Bu arada bir şeyi de söylemem lazım. Türkiye’de iletişim fakülteleri arasında ilk kez sözsüz iletişim dersini bu fakültede ben açtım. Zaman içerisinde yapılanarak bugünkü halini aldı. Konya Selçuk Üniversitesi’ne de doktora derslerine gittiğimde, şu an profesör olan öğrencilerimden bir tanesi Mehmet diye bir arkadaşımızdır.  (Prof. Dr. Mehmet Fidan). Mehmet bana, “Hocam siz doktora dersinde bir cümle kurdunuz o benim aklıma kazındı.” dedi. Aklına kazınan neydi diye sorduğumda ise: “Siz sözsüz iletişim herkes tarafından sadece beden dili olarak algılanır, cümlesinin altını çizdiniz ama aslında sözsüz iletişim gündelik hayatımızın yüzde 90’ını oluşturur. Türleri şunlardır dediniz.” O benim kafama çakıldı ve ben de onun üzerine bu dersi açtım” dedi. Mehmet, yaklaşık 10-12 yıldır da orada bu dersi sürdürüyor.  Sonrasında baktım ki birçok yerde sözsüz iletişim dersi açılmaya başlandı. Kendime paye biçmek adına değil ama bu bir eksiklikti. Çünkü sözsüz iletişim çok önemli bir iletişim çalışma alanıdır. Böyle bir ders yoktu,  oluşturduk. Allah utandırmasın iyi kötü bir yerlere kadar getirdik. Bu konuda tezleri yönettim, buradan ilham alanlar ders açtılar derken sonuç olarak hoş oldu diyebilirim.

Derslerinizde de bahsettiğiniz üzere, post doktora için 1,5 yıl İngiltere’de kaldınız. Yine mesleğinizin bir getirisi olarak yurt dışı ve yurt içi seyahatleriniz de oldu diye biliyorum. Ailenizden ve evinizden ayrı olarak başka yerlere gitmenin, yaşamanın avantajları ve dezavantajları neler oldu?

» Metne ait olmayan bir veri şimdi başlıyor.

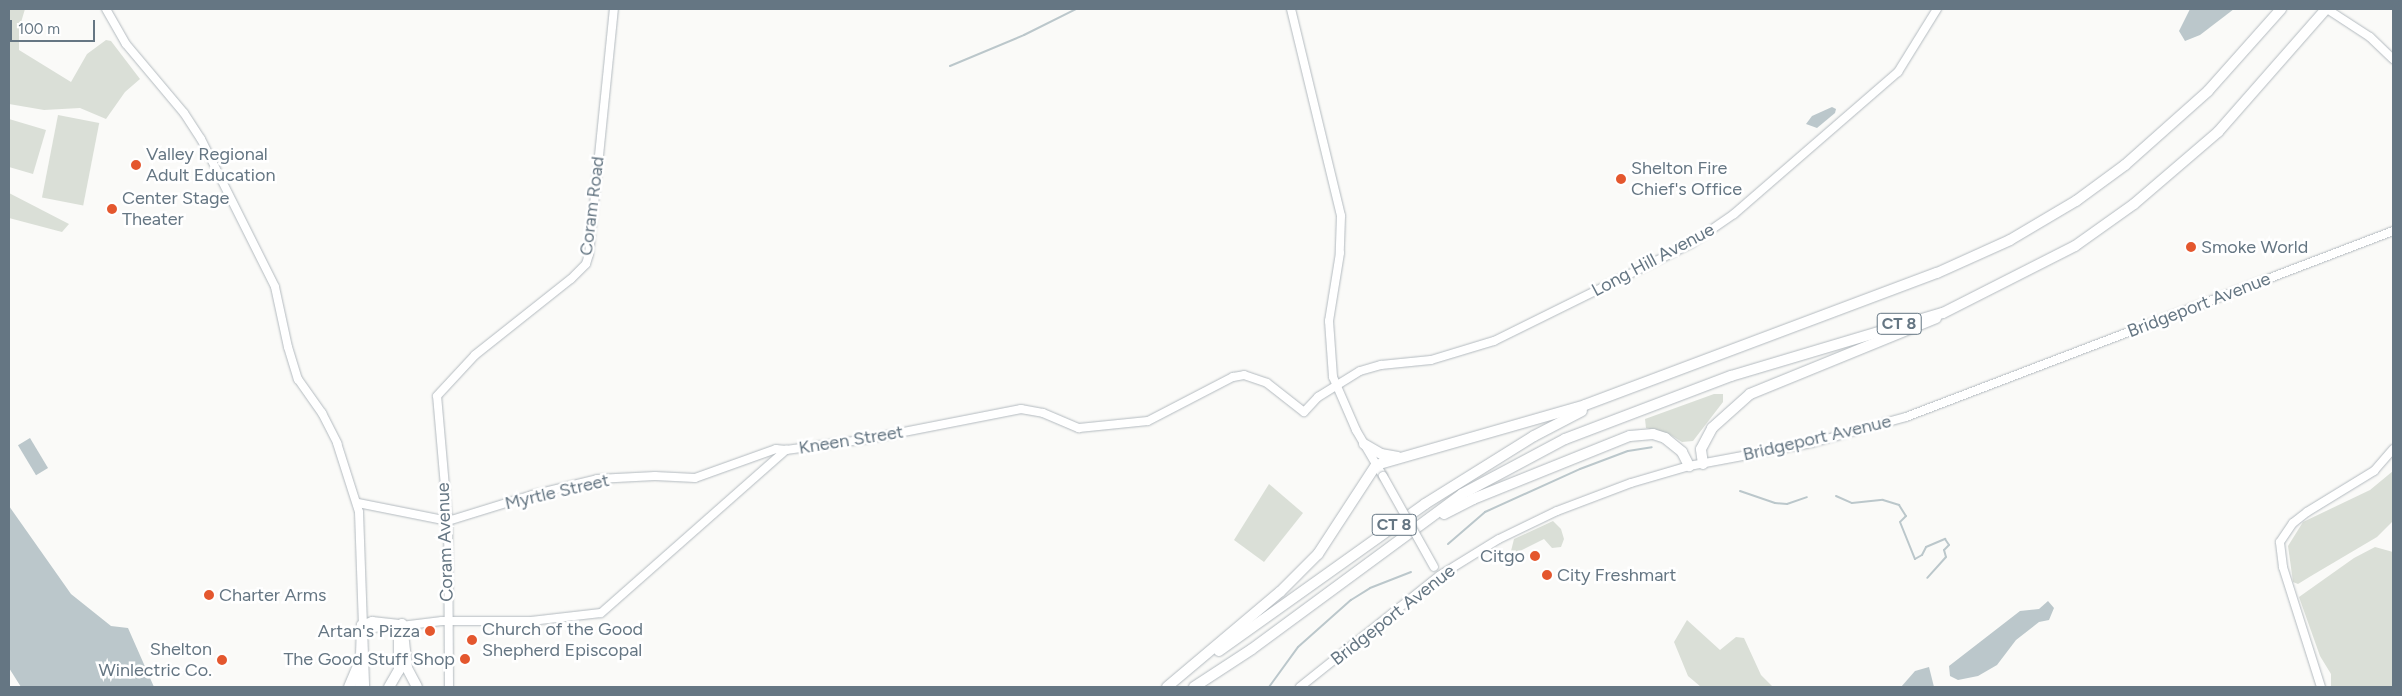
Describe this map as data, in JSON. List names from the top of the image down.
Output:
{
  "streets": {
    "highway": ["CT 8"],
    "street": [
      "Coram Road",
      "Long Hill Avenue",
      "Bridgeport Avenue",
      "Kneen Street",
      "Myrtle Street",
      "Coram Avenue"
    ]
  },
  "crossings": [
    ["Coram Road", "Coram Avenue"],
    ["Long Hill Avenue", "Kneen Street"],
    ["Kneen Street", "Myrtle Street"],
    ["Kneen Street", "Coram Avenue"],
    ["Myrtle Street", "Coram Avenue"]
  ],
  "places": [
    "Valley Regional Adult Education",
    "Shelton Fire Chief's Office",
    "Center Stage Theater",
    "Smoke World",
    "Citgo",
    "City Freshmart",
    "Charter Arms",
    "Artan's Pizza",
    "Church of the Good Shepherd Episcopal",
    "The Good Stuff Shop",
    "Shelton Winlectric Co."
  ],
  "scale_bar": "100 m"
}
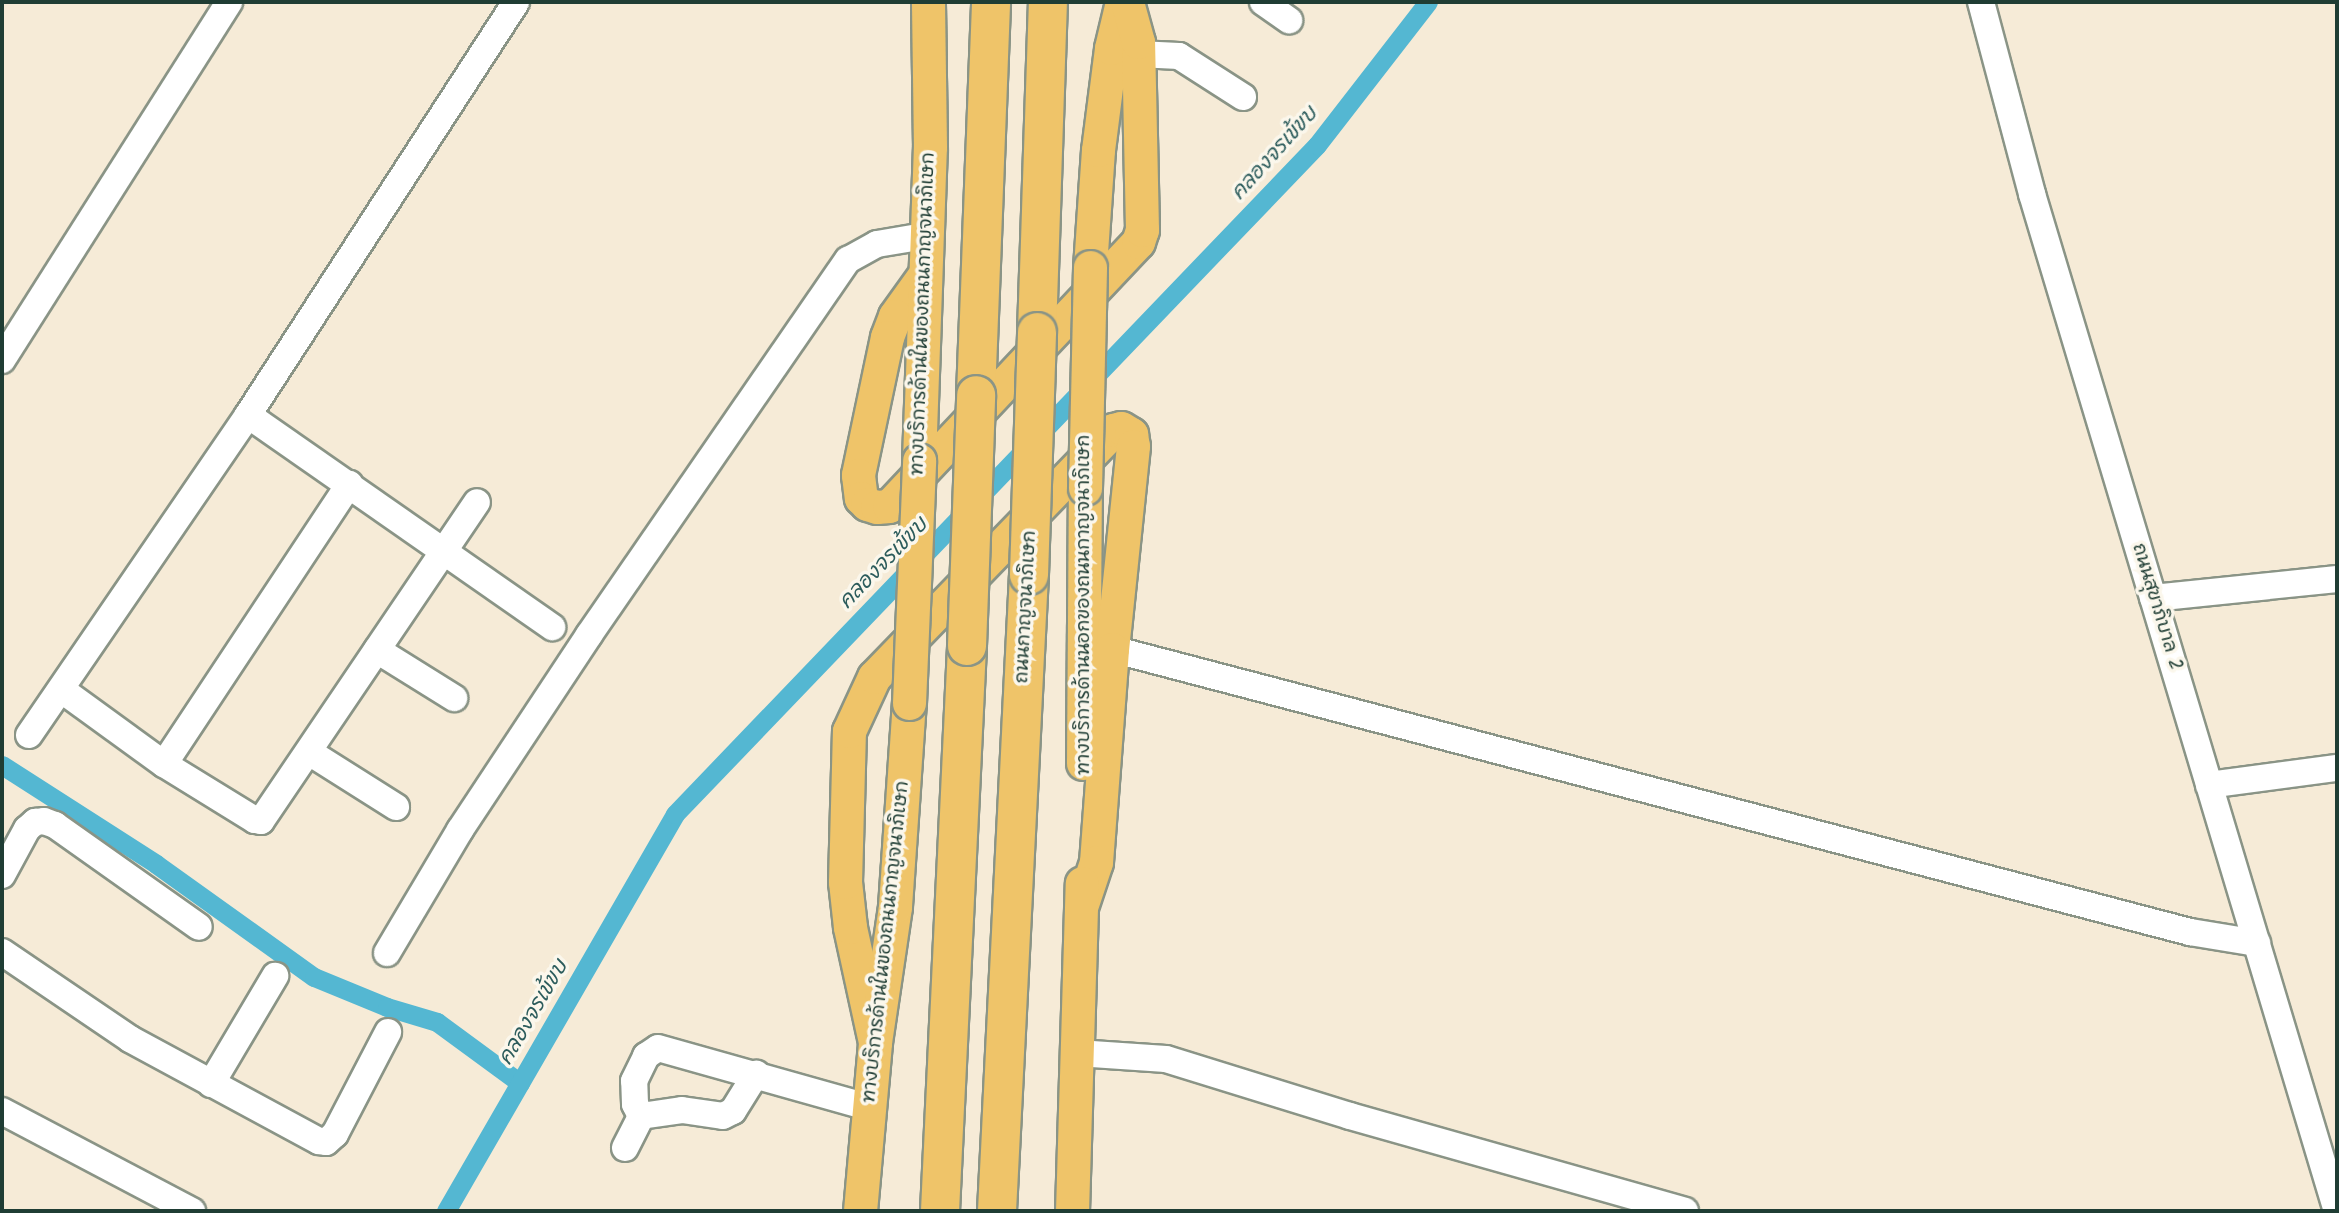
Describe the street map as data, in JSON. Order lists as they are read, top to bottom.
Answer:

İngiltere’ye gittiğimde henüz bekardım. British Council bir iletişim bursu veriyordu bu burs ile gittim. Üniversite beni aday gösterdi. İngiltere Büyükelçiliği’nde yazılı sınava, ondan sonra sözlü sınava girdim ve kazandım. Sonra post doktora için gönderildim. O dönem henüz bekar olmam nedeniyle,  çok ciddi bir sorun olmadı benim açımdan. Sonuç itibariyle anne baba özlemi vardı evet ama en ağırlıklı olarak vatan özlem ağır bastı. Çünkü o süre içerisinde Türkiye’ye hiç gelmedim.  İnce belli çay bardağından çay içmeyi özledim,  çok aramam ama lahmacun özledim mesela. Memleketinin tozu toprağı insanın burnunda tütüyor gerçekten.

Türkiye’ye döndükten ve özellikle profesör olduktan sonra yurt dışı sempozyumlara gittim. Almanya, Finlandiya, Avusturya’ ya iki kere,  Japonya’ ya, Kore’ye Tayland’a ve Çin’e gittim. Çin’e gitme sebebim, Erasmus Plus ile sözsüz iletişim dersi vermekti.

Tabii evlendikten sonra durum çok daha farklı oluyor. Çünkü hakikaten yoğun özlem giriyor araya ama süre bir hafta,  on gün gibi kısa süreler olduğu için bir şekilde atlatılabiliyor.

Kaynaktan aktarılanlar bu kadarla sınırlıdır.